The Maryland House of Delegates, apparently dooming efforts to raise Maryland's legal drinking age for beer and wine this year, reversed itself tonight and defeated a measure that would have changed the statutory minimum from 18 to 21.
"The issue is like a seriously wounded person on the operating table in this House: If we vote against it, it's deceased," said Del. Patrick L. McDonough (D-Balitmore) shortly before the 64-to-62 vote, six short of the constitutional majority needed for passage.
Earlier today, the House Judiciary Committee, which advocated the 21-year old drinking age, acted favorably on two measures sought by Gov. Harry Huges to dea more stringently with drunk drivers. The bills approved by the panel are expected to receive General Assembly approval as part of what the state's motor vehicle administrator called the most comprehensive revision of drunk driving laws in a decade.
Tonight's recondsideration of the drinking age came three days after the House had approved the measure. In the interim, there was instense lobbying by tavern owners and several delegates who either opposed any change or said they favored raising the age only to 19. In floor debate, some argued that those aged 18 to 20 would simply flock to the District, Virginia and West Virginia where the legal limit is lower.
The Senate has already voted for 19, in part because its members believed the higher age would never pass the conservative House judiciary panel. In a surprise action, however, the committee rejected 19 in favor 21, leading to accusations of "subterfuge" against the committee and its chairman Joseph E. Owens (D-Montgomery).
The measure voted on twice this week was a judiciary committee-amended version of a bill with 63 co-sponsors that originally would have raised the age from 18 to 19. Del. Patrick Scanello (D-Anne Arudel), who introduced it in its original form, said tonight he was afraid the measure raising the age to 21 would expire in a conference committee of the House and Senate or through a veto by Gov. Harry Hughs, who prefers 19.
"I am pretty much confused," said Scanello, who voted against this amended bill Tuesday and ending up abstaining tonight."I'm between a proverbial rock and a hard place and I don't know where to go."
Owens, an opponent of the 1974 legislation lowering the age to 18 in Maryland, argued tonight that only by adopting the upper limit would the lawmakers stop the "trickle-down effect" by which 18-year-olds buy beer for 16- and 17-year-olds, increasing the incidence of alcoholism among teen-agers.

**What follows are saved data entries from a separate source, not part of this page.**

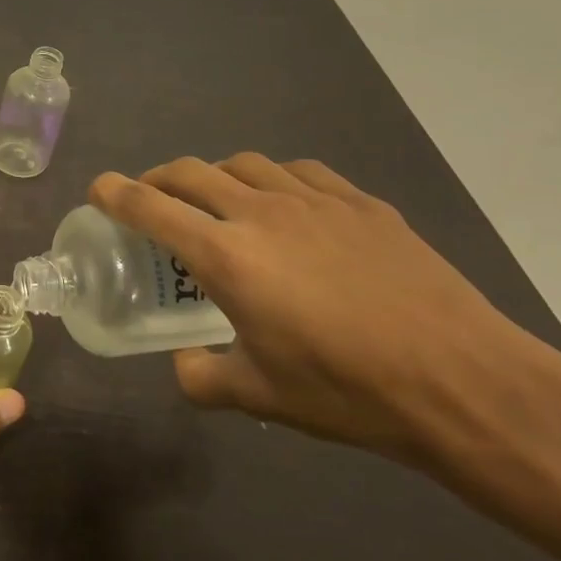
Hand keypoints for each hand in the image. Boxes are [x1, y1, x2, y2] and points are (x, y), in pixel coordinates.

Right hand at [92, 153, 554, 465]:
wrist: (463, 382)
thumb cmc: (347, 391)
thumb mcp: (260, 396)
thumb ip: (203, 377)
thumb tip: (183, 365)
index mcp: (227, 257)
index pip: (150, 207)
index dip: (114, 193)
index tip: (98, 189)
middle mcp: (261, 214)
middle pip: (190, 173)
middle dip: (157, 179)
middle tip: (150, 199)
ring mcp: (315, 202)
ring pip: (243, 164)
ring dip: (215, 176)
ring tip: (218, 202)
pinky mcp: (361, 204)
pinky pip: (299, 172)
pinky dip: (273, 179)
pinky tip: (285, 204)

"The trickle-down theory sounds like something out of Republican economics," scoffed Del. Timothy Maloney (D-Prince George's). "D.C. liquor stores are licking their chops over this bill." "If one's old enough to fight and die, one's old enough to have a beer," asserted his collegue, Del. Thomas Mooney (D-Prince George's).
Proponents of 19 scheduled another reconsideration vote for Monday, but their procedural strategy was questioned by House Speaker Benjamin L. Cardin, suggesting its chances were extremely slim at best.
Before the session started, similar odds were given for some of the drunk driving reform measures that emerged from a governors task force last year. With Owens' committee perceived as the bottleneck, victims of drunk drivers and their supporters mounted a major lobbying effort that largely succeeded.
The bills approved by the Judiciary Committee today would mandate license suspensions for those refusing chemical tests to determine alcohol content of their blood and make court dispositions of probation before judgement in drunk driving cases available to law enforecement officers and judges. That information is not now available.
William V. Bricker, administrator of the Department of Motor Vehicles, beamed as the panel approved, and in some instances strengthened, the measures, which are sought by Hughes and the governor's task force on drunk driving. "It's beautiful, it really is," said Bricker. "It's better than we'd hoped for. This is the biggest highway safety package we've gotten in 19 years."
Members of the judiciary panel as well as Bricker described the measure recording probation before judgement -- a verdict that results in no description of the offense for which it is given -- as the most important part of the governor's package because it will enable judicial officers to identify repeat drunk driving offenders who might appear otherwise as first-time violaters.
In approving another bill requiring a 60-day license suspension for refusal to take a blood or breath alcohol test, the committee reluctantly accepted an amended Senate bill giving the state's Motor Vehicle Administration the option of permitting such an offender to drive to and from work or in the course of his employment.
The committee tacked on another amendment of its own, however, that strengthens another section dealing with whether or not a person must expressly consent to such a test. In Maryland drivers must sign a consent form, while in other states, the law states that such law is implicit.The amandment would do away with the consent form. Bricker said the deletion would permit police officers to administer such tests to juveniles without having to seek parental permission.
Last year, he said, the express consent provision had resulted in 75 refusals by juveniles stopped for driving under the influence of alcohol.